Non sono stati riportati casi di sovradosaggio. I segni e i sintomi possono includere vertigini, cefalea, ipotensione e convulsioni. Le convulsioni si verificano generalmente più frequentemente con l’aumento della dose.
In caso di sovradosaggio, si deve attuare una terapia di supporto.
Effetti indesiderati
Gli effetti indesiderati riportati negli studi clinici e dall'esperienza post-marketing sono elencati di seguito per sistemi e organi.
Gli effetti indesiderati sono riportati secondo la classificazione delle categorie di sistemi e organi MedDRA. All'interno di ogni categoria di sistemi e organi, gli effetti indesiderati sono elencati in ordine di frequenza. All'interno di ogni gruppo di frequenza, gli effetti indesiderati sono presentati in ordine decrescente di gravità.

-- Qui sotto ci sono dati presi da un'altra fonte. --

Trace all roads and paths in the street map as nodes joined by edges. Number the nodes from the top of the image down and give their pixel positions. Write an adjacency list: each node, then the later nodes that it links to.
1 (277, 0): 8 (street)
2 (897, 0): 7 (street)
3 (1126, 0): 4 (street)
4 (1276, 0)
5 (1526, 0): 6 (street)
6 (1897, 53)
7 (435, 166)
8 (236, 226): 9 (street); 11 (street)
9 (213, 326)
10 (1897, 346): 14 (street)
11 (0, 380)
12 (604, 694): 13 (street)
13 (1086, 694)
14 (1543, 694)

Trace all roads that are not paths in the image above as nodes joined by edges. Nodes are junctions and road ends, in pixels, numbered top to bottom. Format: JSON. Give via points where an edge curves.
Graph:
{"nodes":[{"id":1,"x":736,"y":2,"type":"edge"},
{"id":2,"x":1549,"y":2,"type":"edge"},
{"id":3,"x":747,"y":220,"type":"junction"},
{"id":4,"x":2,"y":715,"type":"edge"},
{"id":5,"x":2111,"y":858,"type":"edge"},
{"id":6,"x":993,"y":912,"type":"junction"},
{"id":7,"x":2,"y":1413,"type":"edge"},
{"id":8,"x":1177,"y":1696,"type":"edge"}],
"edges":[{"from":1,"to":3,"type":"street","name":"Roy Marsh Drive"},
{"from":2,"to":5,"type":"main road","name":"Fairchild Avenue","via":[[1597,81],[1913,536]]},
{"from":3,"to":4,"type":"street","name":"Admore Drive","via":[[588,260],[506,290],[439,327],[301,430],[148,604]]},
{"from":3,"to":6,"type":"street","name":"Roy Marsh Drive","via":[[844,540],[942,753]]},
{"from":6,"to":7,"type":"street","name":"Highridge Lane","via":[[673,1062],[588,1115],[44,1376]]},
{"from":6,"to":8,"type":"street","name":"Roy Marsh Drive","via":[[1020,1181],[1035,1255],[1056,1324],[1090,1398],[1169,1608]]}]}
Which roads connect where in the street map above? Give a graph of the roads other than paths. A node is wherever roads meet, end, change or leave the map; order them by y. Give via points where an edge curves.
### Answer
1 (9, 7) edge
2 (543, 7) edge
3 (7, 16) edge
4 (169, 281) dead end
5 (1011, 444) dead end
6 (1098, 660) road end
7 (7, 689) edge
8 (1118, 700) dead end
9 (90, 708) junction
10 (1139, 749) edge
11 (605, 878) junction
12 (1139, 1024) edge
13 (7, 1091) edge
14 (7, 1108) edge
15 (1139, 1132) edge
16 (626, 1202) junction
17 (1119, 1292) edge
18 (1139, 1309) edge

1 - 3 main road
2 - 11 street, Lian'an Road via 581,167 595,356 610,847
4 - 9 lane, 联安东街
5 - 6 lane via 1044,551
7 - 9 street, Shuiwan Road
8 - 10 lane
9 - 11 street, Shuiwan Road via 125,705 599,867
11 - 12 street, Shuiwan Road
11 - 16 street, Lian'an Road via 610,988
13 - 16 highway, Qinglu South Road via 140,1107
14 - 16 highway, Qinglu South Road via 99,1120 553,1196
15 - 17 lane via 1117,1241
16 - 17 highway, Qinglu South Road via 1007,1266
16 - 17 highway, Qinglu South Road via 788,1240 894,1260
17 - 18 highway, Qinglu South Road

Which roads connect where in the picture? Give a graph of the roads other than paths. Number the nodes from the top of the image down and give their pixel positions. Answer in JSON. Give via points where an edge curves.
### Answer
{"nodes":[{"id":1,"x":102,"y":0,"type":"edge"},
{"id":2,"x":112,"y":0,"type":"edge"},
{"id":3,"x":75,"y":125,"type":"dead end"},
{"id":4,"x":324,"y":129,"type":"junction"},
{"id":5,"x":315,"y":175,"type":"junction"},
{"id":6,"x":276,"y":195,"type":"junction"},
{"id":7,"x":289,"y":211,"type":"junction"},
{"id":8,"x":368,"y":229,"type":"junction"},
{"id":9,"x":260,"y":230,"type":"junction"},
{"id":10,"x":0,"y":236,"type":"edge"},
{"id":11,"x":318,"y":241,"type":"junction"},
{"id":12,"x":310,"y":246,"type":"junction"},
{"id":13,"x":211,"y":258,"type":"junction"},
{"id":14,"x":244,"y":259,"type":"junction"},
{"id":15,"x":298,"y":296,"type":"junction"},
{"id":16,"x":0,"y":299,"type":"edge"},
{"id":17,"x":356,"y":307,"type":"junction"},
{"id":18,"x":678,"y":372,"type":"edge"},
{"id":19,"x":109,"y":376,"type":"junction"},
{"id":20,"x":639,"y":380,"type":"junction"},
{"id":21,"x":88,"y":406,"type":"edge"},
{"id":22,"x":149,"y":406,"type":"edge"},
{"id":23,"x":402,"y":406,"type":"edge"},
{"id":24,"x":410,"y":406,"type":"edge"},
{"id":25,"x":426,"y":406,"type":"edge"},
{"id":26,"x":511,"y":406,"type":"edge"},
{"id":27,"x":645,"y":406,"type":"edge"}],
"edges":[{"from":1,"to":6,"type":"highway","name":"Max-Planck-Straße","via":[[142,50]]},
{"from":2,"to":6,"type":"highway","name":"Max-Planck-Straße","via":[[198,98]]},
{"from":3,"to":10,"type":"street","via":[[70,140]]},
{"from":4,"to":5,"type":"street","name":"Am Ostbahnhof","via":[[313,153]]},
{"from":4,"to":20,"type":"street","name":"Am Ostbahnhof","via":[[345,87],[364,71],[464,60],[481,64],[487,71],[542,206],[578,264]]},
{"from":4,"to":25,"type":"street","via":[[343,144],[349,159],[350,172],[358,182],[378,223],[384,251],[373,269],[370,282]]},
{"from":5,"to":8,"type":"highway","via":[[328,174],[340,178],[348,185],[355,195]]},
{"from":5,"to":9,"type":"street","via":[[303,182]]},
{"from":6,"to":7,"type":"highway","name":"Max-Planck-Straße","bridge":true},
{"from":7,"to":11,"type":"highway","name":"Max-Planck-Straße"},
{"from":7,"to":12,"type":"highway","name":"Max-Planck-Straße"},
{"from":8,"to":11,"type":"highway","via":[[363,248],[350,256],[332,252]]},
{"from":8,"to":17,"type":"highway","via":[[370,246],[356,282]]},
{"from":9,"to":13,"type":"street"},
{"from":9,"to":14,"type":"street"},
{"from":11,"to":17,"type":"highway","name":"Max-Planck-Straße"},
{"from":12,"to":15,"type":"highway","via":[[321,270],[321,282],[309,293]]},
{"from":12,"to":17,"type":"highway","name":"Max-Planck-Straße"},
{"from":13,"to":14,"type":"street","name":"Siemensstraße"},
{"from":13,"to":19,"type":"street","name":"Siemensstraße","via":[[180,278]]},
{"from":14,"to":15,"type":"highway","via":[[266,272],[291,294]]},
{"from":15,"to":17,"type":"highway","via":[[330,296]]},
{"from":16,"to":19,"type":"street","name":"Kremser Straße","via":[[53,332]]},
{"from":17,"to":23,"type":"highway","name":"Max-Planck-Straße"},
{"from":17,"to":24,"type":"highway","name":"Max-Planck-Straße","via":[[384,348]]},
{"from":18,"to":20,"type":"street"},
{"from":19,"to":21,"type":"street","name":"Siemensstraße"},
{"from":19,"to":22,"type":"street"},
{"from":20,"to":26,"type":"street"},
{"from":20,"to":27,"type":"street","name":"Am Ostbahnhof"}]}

Classe del sistema d'organi |
Comune ≥ 1/100 a < 1/10 |
Non comune ≥ 1/1000 a < 1/100 |
Frequenza non nota (non può essere stimata dai dati disponibili) |
Sistema immunitario |
Reazioni di ipersensibilità, compresa anafilassi |
||
Sistema nervoso |
Convulsioni, specialmente in caso di uso improprio |
||
Organi della vista |
Disturbi della vista, compresi disturbi della percezione dei colori |
||
Vasi sanguigni |
Malessere con ipotensione arteriosa, con o senza perdita di coscienza (di solito dopo iniezione endovenosa troppo rapida, raramente dopo somministrazione orale) Trombosi arteriosa o venosa in qualsiasi sede |
||
Apparato gastrointestinale |
Diarrea Vomito Nausea |
||
Pelle e tessuto sottocutaneo |
Dermatite allergica |
Signalazione delle reazioni avverse sospette
La segnalazione delle reazioni avverse dopo la commercializzazione del medicinale è di fondamentale importanza. Permette di monitorare il rapporto beneficio/rischio nell'uso di questo medicinale. I professionisti medici e farmaceutici, nonché i pazienti o i loro rappresentanti legali, devono segnalare tutti i casi sospetti di reazioni avverse e di mancata efficacia del medicinale attraverso il sistema informatizzato automatizzato di farmacovigilanza al seguente indirizzo: https://aisf.dec.gov.ua.
Durata della conservazione. 2 anni.
Condizioni di conservazione. Conservare nell’imballaggio originale a una temperatura non superiore a 25 °C. Conservare in un luogo inaccessibile ai bambini.
Incompatibilità.
Questo medicinale non deve essere aggiunto al sangue destinato alla trasfusione né a soluzioni iniettabili di penicillina.
Confezionamento. 5 ml in una fiala, 5 fiale in un blister, 1 o 2 o 10 blister in una confezione.
Categoria di distribuzione. Sotto prescrizione medica.
Produttore. Società per azioni privata "Lekhim-Kharkiv".
Indirizzo del produttore e sede dell'attività.
Ucraina, 61115, Oblast' di Kharkiv, città di Kharkiv, via Severin Pototskogo, 36.